EXERCISE PROMPT: Look for the string "Road" in the listing. Copy each line that has it.

******************************

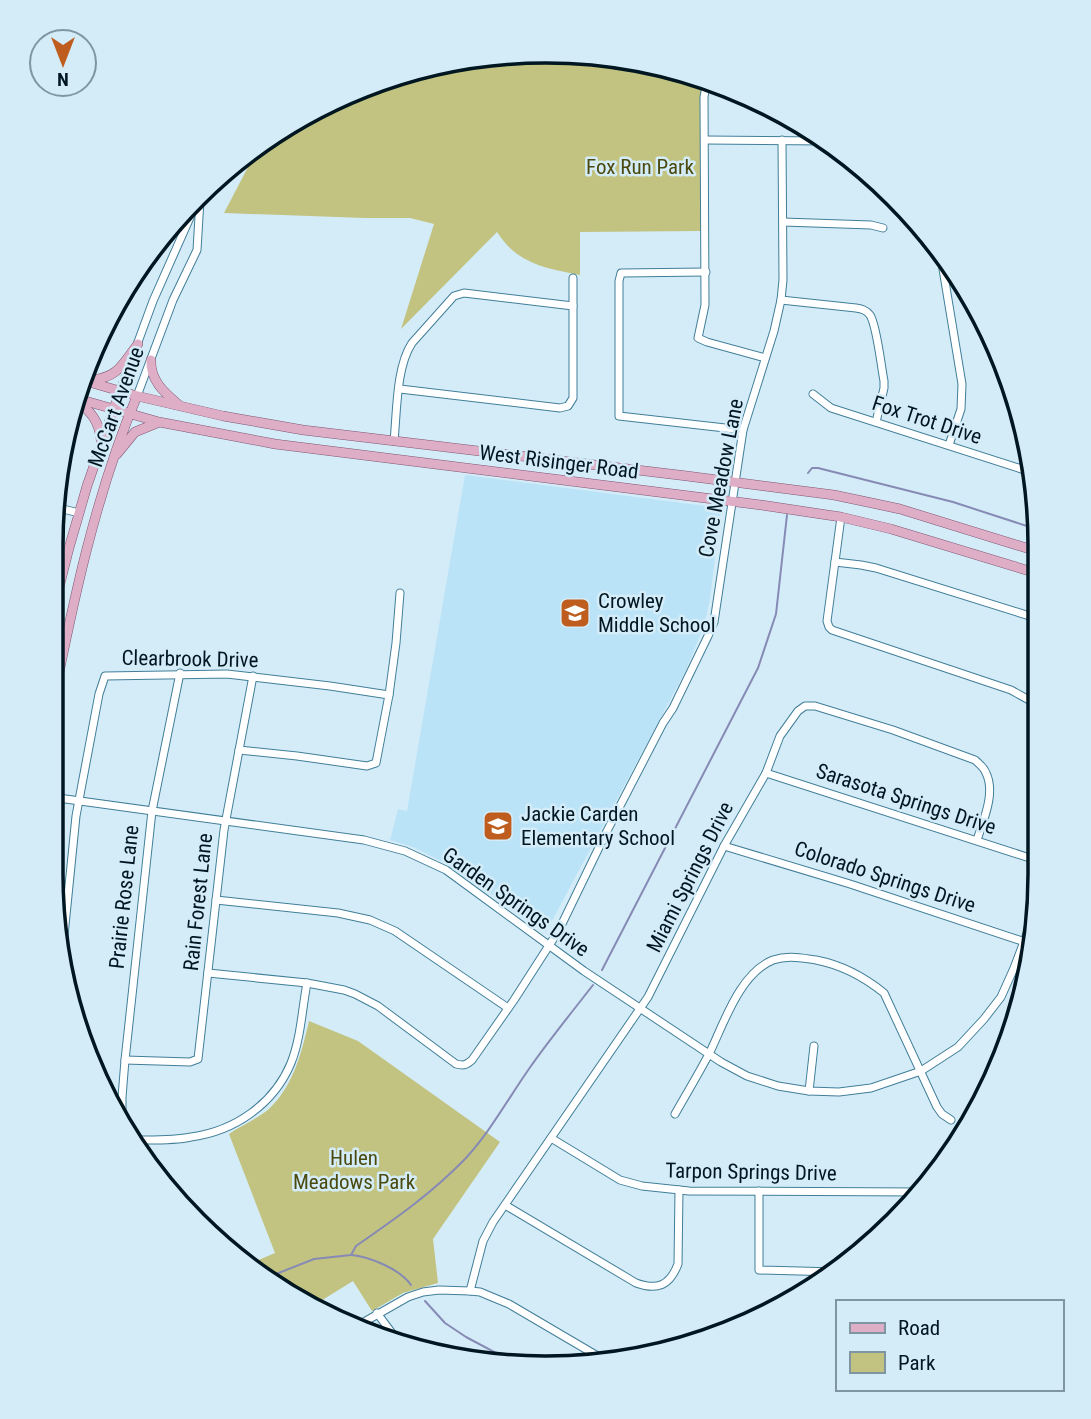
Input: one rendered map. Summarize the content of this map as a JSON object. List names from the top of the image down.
{
  "streets": {
    "main road": ["McCart Avenue", "West Risinger Road"],
    "street": [
      "Fox Trot Drive",
      "Cove Meadow Lane",
      "Clearbrook Drive",
      "Sarasota Springs Drive",
      "Miami Springs Drive",
      "Colorado Springs Drive",
      "Prairie Rose Lane",
      "Rain Forest Lane",
      "Garden Springs Drive",
      "Tarpon Springs Drive"
    ]
  },
  "crossings": [
    ["McCart Avenue", "West Risinger Road"],
    ["West Risinger Road", "Cove Meadow Lane"],
    ["Cove Meadow Lane", "Rain Forest Lane"],
    ["Cove Meadow Lane", "Garden Springs Drive"],
    ["Clearbrook Drive", "Prairie Rose Lane"],
    ["Clearbrook Drive", "Rain Forest Lane"],
    ["Clearbrook Drive", "Garden Springs Drive"],
    ["Sarasota Springs Drive", "Miami Springs Drive"],
    ["Miami Springs Drive", "Colorado Springs Drive"],
    ["Miami Springs Drive", "Garden Springs Drive"],
    ["Miami Springs Drive", "Tarpon Springs Drive"],
    ["Prairie Rose Lane", "Rain Forest Lane"],
    ["Prairie Rose Lane", "Garden Springs Drive"],
    ["Rain Forest Lane", "Garden Springs Drive"]
  ],
  "parks": ["Fox Run Park", "Hulen Meadows Park"],
  "places": {
    "school or university": ["Crowley Middle School", "Jackie Carden Elementary School"]
  },
  "legend": ["Road", "Park"],
  "north": "bottom"
}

******************************

SOLUTION BELOW:
    "main road": ["McCart Avenue", "West Risinger Road"],
    ["McCart Avenue", "West Risinger Road"],
    ["West Risinger Road", "Cove Meadow Lane"],
  "legend": ["Road", "Park"],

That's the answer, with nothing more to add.